(Saved entries)
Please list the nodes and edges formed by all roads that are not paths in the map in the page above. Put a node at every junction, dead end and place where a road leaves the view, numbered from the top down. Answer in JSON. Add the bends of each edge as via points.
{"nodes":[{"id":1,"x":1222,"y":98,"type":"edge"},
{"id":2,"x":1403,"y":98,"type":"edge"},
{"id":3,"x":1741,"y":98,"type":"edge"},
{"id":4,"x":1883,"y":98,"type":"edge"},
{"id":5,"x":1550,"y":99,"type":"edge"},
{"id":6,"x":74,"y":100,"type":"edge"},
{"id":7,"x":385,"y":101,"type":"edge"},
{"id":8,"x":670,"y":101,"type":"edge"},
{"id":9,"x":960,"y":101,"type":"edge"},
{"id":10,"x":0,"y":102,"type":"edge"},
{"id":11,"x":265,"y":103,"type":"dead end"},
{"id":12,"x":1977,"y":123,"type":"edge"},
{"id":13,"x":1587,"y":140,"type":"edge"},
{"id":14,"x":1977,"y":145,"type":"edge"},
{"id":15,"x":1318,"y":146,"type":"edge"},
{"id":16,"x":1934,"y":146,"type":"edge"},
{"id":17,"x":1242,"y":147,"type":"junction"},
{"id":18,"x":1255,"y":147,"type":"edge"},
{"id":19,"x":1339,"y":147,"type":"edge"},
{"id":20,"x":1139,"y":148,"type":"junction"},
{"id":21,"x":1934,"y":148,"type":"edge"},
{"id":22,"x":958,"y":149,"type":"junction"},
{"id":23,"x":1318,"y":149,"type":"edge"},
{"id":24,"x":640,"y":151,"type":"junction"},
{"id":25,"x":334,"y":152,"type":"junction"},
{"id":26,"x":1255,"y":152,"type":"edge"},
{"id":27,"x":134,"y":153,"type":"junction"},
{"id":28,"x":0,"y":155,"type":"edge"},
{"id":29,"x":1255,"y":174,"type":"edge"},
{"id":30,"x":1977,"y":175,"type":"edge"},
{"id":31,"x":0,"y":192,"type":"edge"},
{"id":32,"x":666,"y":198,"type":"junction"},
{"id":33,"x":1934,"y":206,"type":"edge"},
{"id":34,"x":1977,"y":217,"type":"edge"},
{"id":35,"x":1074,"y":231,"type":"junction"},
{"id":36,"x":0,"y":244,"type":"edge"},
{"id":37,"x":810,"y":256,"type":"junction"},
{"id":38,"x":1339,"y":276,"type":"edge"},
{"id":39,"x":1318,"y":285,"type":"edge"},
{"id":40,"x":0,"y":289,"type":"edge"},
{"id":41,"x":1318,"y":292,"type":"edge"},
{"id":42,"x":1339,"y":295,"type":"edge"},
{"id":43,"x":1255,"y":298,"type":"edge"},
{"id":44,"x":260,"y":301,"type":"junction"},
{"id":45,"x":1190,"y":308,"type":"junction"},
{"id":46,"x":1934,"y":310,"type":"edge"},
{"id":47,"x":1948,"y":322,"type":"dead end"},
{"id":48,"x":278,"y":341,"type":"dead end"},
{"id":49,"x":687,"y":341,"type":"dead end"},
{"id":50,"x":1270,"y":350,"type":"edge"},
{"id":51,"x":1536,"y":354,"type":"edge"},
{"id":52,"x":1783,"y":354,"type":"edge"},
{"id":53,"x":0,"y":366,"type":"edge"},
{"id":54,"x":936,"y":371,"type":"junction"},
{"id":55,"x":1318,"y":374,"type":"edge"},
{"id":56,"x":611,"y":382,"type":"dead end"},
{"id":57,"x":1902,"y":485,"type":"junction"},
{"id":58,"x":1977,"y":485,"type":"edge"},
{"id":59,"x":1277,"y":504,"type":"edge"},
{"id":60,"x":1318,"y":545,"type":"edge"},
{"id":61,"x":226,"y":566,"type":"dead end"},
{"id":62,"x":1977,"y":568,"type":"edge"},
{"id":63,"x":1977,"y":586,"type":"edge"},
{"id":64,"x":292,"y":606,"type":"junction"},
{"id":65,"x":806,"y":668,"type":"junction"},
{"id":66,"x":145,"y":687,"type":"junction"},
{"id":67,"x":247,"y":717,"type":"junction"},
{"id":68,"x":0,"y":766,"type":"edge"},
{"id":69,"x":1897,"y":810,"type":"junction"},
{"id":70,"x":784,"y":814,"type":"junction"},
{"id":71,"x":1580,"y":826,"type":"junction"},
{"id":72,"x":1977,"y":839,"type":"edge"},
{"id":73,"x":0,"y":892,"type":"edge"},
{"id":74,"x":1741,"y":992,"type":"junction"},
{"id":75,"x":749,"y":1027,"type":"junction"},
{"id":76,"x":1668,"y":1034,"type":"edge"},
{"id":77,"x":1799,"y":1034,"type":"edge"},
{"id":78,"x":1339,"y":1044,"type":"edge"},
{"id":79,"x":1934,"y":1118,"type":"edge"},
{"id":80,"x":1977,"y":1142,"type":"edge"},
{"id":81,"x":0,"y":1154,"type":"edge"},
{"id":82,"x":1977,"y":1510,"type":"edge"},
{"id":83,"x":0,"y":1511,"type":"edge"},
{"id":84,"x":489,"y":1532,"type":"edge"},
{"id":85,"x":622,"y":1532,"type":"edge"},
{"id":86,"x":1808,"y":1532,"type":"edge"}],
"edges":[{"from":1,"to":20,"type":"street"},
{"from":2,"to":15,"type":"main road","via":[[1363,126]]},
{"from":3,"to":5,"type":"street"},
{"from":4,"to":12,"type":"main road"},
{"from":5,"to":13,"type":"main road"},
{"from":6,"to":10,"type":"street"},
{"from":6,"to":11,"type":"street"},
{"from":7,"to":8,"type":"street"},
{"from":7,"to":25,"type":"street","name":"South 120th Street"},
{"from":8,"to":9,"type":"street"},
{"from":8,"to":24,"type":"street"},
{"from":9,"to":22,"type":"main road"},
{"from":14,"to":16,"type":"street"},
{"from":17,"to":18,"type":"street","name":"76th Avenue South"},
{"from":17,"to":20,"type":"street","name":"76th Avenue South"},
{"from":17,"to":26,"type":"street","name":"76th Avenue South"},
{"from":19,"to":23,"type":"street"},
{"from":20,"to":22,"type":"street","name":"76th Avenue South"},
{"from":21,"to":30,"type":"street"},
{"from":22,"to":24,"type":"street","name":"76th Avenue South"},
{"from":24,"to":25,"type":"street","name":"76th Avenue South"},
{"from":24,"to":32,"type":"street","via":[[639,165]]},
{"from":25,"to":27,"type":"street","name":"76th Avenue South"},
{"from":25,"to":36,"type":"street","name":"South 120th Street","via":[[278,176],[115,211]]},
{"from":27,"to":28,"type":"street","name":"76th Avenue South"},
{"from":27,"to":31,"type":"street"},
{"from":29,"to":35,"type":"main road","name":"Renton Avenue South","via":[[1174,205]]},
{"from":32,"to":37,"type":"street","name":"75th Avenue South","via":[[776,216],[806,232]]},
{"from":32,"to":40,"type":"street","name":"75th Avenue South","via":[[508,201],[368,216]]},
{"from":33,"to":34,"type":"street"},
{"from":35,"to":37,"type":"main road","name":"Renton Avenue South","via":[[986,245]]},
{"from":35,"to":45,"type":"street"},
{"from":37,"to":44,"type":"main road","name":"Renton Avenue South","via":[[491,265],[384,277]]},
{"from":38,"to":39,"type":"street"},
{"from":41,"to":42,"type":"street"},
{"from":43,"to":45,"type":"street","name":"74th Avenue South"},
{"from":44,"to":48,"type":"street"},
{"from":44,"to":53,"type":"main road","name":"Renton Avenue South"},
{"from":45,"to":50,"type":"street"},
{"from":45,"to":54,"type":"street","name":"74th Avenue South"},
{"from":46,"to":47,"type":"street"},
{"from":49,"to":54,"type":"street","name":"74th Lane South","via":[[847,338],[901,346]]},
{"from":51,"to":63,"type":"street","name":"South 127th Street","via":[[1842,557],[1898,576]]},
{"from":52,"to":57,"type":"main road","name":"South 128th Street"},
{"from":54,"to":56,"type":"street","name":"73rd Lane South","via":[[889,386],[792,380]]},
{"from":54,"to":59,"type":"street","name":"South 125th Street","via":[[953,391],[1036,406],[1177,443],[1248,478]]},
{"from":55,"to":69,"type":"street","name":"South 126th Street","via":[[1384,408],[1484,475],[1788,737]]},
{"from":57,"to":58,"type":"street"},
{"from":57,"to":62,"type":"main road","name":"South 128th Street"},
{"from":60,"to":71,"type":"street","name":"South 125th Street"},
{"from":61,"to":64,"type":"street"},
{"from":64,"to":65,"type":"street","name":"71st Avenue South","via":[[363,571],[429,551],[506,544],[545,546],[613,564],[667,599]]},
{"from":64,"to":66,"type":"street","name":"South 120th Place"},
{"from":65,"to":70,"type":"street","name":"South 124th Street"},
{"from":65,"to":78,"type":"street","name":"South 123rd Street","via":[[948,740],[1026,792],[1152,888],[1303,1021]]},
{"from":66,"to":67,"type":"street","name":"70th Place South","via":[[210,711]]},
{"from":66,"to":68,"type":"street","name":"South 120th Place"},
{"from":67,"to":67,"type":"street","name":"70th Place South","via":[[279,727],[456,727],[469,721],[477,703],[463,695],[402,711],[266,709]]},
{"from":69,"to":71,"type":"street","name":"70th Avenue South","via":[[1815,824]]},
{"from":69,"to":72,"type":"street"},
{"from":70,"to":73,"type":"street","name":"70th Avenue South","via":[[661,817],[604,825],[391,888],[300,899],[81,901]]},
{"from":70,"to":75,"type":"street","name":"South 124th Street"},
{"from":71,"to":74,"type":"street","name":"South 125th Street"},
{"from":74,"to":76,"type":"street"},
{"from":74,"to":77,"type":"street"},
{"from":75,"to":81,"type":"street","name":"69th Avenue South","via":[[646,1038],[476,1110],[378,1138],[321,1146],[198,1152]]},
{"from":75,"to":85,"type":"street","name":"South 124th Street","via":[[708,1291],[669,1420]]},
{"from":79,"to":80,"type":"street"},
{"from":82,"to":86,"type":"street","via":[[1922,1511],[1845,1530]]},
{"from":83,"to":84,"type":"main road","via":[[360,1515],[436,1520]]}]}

§ Task statement
Every line above that holds the word "road" should be copied out.

§ Completed exercise
Please list the nodes and edges formed by all roads that are not paths in the map in the page above. Put a node at every junction, dead end and place where a road leaves the view, numbered from the top down. Answer in JSON. Add the bends of each edge as via points.
{"from":2,"to":15,"type":"main road","via":[[1363,126]]},
{"from":4,"to":12,"type":"main road"},
{"from":5,"to":13,"type":"main road"},
{"from":9,"to":22,"type":"main road"},
{"from":29,"to":35,"type":"main road","name":"Renton Avenue South","via":[[1174,205]]},
{"from":35,"to":37,"type":"main road","name":"Renton Avenue South","via":[[986,245]]},
{"from":37,"to":44,"type":"main road","name":"Renton Avenue South","via":[[491,265],[384,277]]},
{"from":44,"to":53,"type":"main road","name":"Renton Avenue South"},
{"from":52,"to":57,"type":"main road","name":"South 128th Street"},
{"from":57,"to":62,"type":"main road","name":"South 128th Street"},
{"from":83,"to":84,"type":"main road","via":[[360,1515],[436,1520]]}]}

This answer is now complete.